Zerochampion: Our move to paid content

UBM Built Environment digital director Phil Clark: "[We] will be charging for content online. As of today Building has introduced a gate on its site ... So far in the switch we have tried to be iterative: to test approaches before making significant steps. The gating system we are using is based on the FT-model, where users first register after some use then pay after further clicks. As the buzzword goes it’s a freemium model."

Reuters: Lessons from FT.com

Felix Salmon on Rob Grimshaw's PaidContent presentation: "it turns out that there was at least one major financial company which was pushing all of its employees to use the Google loophole, rather than pay for a subscriptions. And when the FT asked them what they thought they were doing, the company just said well, you left the back door open, so we decided to use it. (Better that than to risk a lawsuit by sharing passwords.)"

Rough Type: Nicholas Carr’s Blog: Jeff Jarvis’s cockeyed economics

Nicholas Carr defends the New York Times metered access plan with reference to economist Hal Varian's "versioning" of digital goods: "Different consumers may have radically different values for a particular information good, so techniques for differential pricing become very important ... [One] particular aspect of differential pricing [is] known as quality discrimination or versioning ... The point of versioning is to get the consumers to sort themselves into different groups according to their willingness to pay."

Reuters: Running the numbers on the New York Times paywall

Felix Salmon: "[John] Gapper seems to think that online subscription revenues can make newspapers profitable again; they can’t.

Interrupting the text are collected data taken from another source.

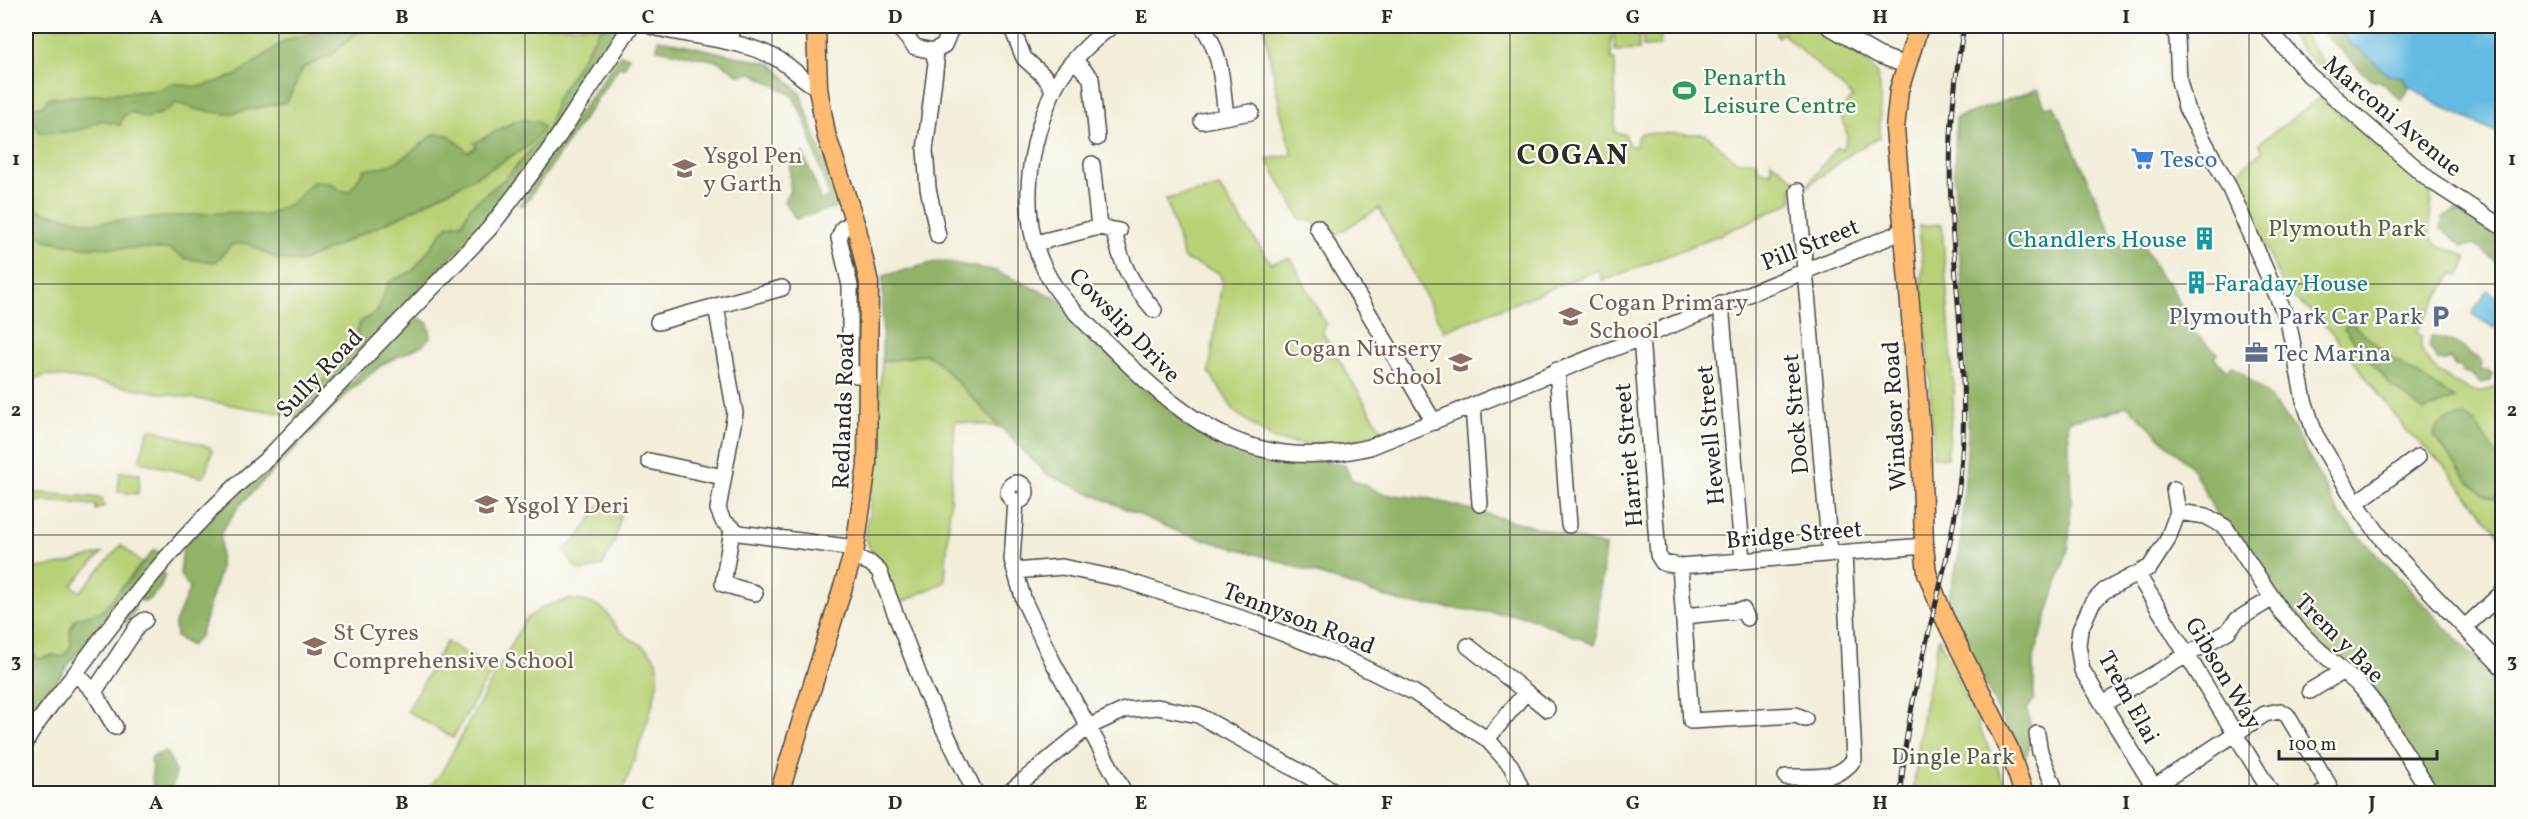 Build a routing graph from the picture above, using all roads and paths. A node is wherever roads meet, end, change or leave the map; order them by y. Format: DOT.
graph roads {
  1 [pos="632,26"];
  2 [pos="651,26"];
  3 [pos="733,26"];
  4 [pos="816,26"];
  5 [pos="897,26"];
  6 [pos="952,26"];
  7 [pos="1011,26"];
  8 [pos="1112,26"];
  9 [pos="1202,26"];
  10 [pos="1828,26"];
  11 [pos="1919,26"];
  12 [pos="2266,26"];
  13 [pos="2178,30"];
  14 [pos="730,42"];
  15 [pos="933,51"];
  16 [pos="1075,61"];
  17 [pos="1905,65"];
  18 [pos="818,88"];
  19 [pos="1053,90"];
  20 [pos="1251,112"];
  21 [pos="1226,116"];
  22 [pos="1202,121"];
  23 [pos="1097,138"];
  24 [pos="1092,164"];
  25 [pos="1798,191"];
  26 [pos="1317,227"];
  27 [pos="2502,227"];
  28 [pos="1111,230"];
  29 [pos="1904,231"];
  30 [pos="938,236"];
  31 [pos="1035,243"];
  32 [pos="1806,270"];
  33 [pos="782,288"];
  34 [pos="1721,304"];
  35 [pos="716,306"];
  36 [pos="1154,310"];
  37 [pos="658,321"];
  38 [pos="1641,337"];
  39 [pos="1557,370"];
  40 [pos="1473,405"];
  41 [pos="1434,422"];
  42 [pos="2418,458"];
  43 [pos="650,461"];
  44 [pos="723,477"];
  45 [pos="2174,489"];
  46 [pos="1016,501"];
  47 [pos="2356,503"];
  48 [pos="1480,504"];
  49 [pos="2178,512"];
  50 [pos="1569,525"];
  51 [pos="732,530"];
  52 [pos="1924,546"];
  53 [pos="854,553"];
  54 [pos="1837,553"];
  55 [pos="1743,561"];
  56 [pos="1674,566"];
  57 [pos="1015,571"];
  58 [pos="2138,575"];
  59 [pos="755,593"];
  60 [pos="2502,593"];
  61 [pos="2271,599"];
  62 [pos="1684,616"];
  63 [pos="1746,618"];
  64 [pos="145,620"];
  65 [pos="2465,627"];
  66 [pos="1468,646"];
  67 [pos="2187,656"];
  68 [pos="2502,667"];
  69 [pos="2343,671"];
  70 [pos="76,673"];
  71 [pos="2310,691"];
  72 [pos="94,692"];
  73 [pos="1526,692"];
  74 [pos="2103,704"];
  75 [pos="1547,709"];
  76 [pos="1805,719"];
  77 [pos="115,727"];
  78 [pos="1088,727"];
  79 [pos="2234,733"];
  80 [pos="2037,734"];
  81 [pos="1487,739"];
  82 [pos="26,742"];
  83 [pos="2008,749"];
  84 [pos="1786,777"];
  85 [pos="2156,790"];
  86 [pos="2328,791"];
  87 [pos="779,794"];
  88 [pos="976,794"];
  89 [pos="1007,794"];
  90 [pos="1125,794"];
  91 [pos="1340,794"];
  92 [pos="1524,794"];
  93 [pos="2024,794"];
  94 [pos="2037,794"];
  95 [pos="2057,794"];
  96 [pos="2272,794"];
  97 [pos="2431,794"];
  1 -- 70 [label="street, Sully Road"];
  2 -- 14 [label="street"];
  3 -- 14 [label="street"];
  4 -- 18 [label="main road, Redlands Road"];
  5 -- 15 [label="street"];
  6 -- 15 [label="street"];
  7 -- 19 [label="street"];
  8 -- 16 [label="street, Cowslip Drive"];
  9 -- 21 [label="street"];
  10 -- 17 [label="street"];
  11 -- 17 [label="main road, Windsor Road"];
  12 -- 27 [label="street, Marconi Avenue"];
  13 -- 47 [label="street"];
  14 -- 18 [label="street"];
  15 -- 30 [label="street"];
  16 -- 19 [label="street, Cowslip Drive"];
  16 -- 23 [label="street"];
  17 -- 29 [label="main road, Windsor Road"];
  18 -- 53 [label="main road, Redlands Road"];
  19 -- 31 [label="street, Cowslip Drive"];
  20 -- 21 [label="street"];
  21 -- 22 [label="street"];
  24 -- 28 [label="street"];
  25 -- 32 [label="street, Dock Street"];
  26 -- 41 [label="street"];
  28 -- 31 [label="street"];
  28 -- 36 [label="street"];
  29 -- 32 [label="street, Pill Street"];
  29 -- 52 [label="main road, Windsor Road"];
  31 -- 41 [label="street, Cowslip Drive"];
  32 -- 34 [label="street, Pill Street"];
  32 -- 54 [label="street, Dock Street"];
  33 -- 35 [label="street"];
  34 -- 38 [label="street, Pill Street"];
  34 -- 55 [label="street, Hewell Street"];
  35 -- 37 [label="street"];
  35 -- 44 [label="street"];
  38 -- 39 [label="street, Pill Street"];
  38 -- 56 [label="street, Harriet Street"];
  39 -- 40 [label="street, Pill Street"];
  39 -- 50 [label="street"];
  40 -- 41 [label="street, Pill Street"];
  40 -- 48 [label="street"];
  42 -- 47 [label="street"];
  43 -- 44 [label="street"];
  44 -- 51 [label="street"];
  45 -- 49 [label="street"];
  46 -- 57 [label="street"];
  47 -- 65 [label="street"];
  49 -- 58 [label="street"];
  49 -- 61 [label="street, Trem y Bae"];
  51 -- 53 [label="street"];
  51 -- 59 [label="street"];
  52 -- 54 [label="street, Bridge Street"];
  52 -- 83 [label="main road, Windsor Road"];
  53 -- 87 [label="main road, Redlands Road"];
  53 -- 88 [label="street"];
  54 -- 55 [label="street, Bridge Street"];
  54 -- 84 [label="street, Dock Street"];
  55 -- 56 [label="street, Bridge Street"];
  56 -- 62 [label="street, Harriet Street"];
  57 -- 78 [label="street"];
  57 -- 81 [label="street, Tennyson Road"];
  58 -- 67 [label="street, Gibson Way"];
  58 -- 74 [label="street, Trem Elai"];
  60 -- 65 [label="street"];
  61 -- 67 [label="street"];
  61 -- 69 [label="street, Trem y Bae"];
  62 -- 63 [label="street"];
  62 -- 76 [label="street, Harriet Street"];
  64 -- 72 [label="street"];
  65 -- 68 [label="street"];
  66 -- 73 [label="street"];
  67 -- 74 [label="street"];
  67 -- 79 [label="street, Gibson Way"];
  69 -- 71 [label="street"];
  69 -- 97 [label="street, Trem y Bae"];
  70 -- 72 [label="street"];
  70 -- 82 [label="street, Sully Road"];
  72 -- 77 [label="street"];
  73 -- 75 [label="street"];
  73 -- 81 [label="street"];
  74 -- 85 [label="street, Trem Elai"];
  78 -- 89 [label="street"];
  78 -- 90 [label="street"];
  78 -- 91 [label="street"];
  79 -- 85 [label="street"];
  79 -- 86 [label="street"];
  79 -- 96 [label="street, Gibson Way"];
  80 -- 95 [label="street"];
  81 -- 92 [label="street, Tennyson Road"];
  83 -- 93 [label="main road, Windsor Road"];
  83 -- 94 [label="main road, Windsor Road"];
}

In fact, insofar as the paywall makes any sense at all, it does so only as a tool to boost print subscriptions. ... [The] NYT is a mass-market general news publication: it’s not the kind of place where high-end business-to-business advertisers will pay $90 CPMs to reach C-suite executives."

Reuters: The economics of the New York Times paywall

Felix Salmon: "it’ll be much easier to change the number of articles that people can read for free than it will be to change the price of a monthly or annual subscription. ... the experience of the FT suggests that there’s a strong temptation to [gradually reduce the number of free articles per month]: it has been dialing down n to a very low level, as it becomes increasingly addicted to online subscription revenue."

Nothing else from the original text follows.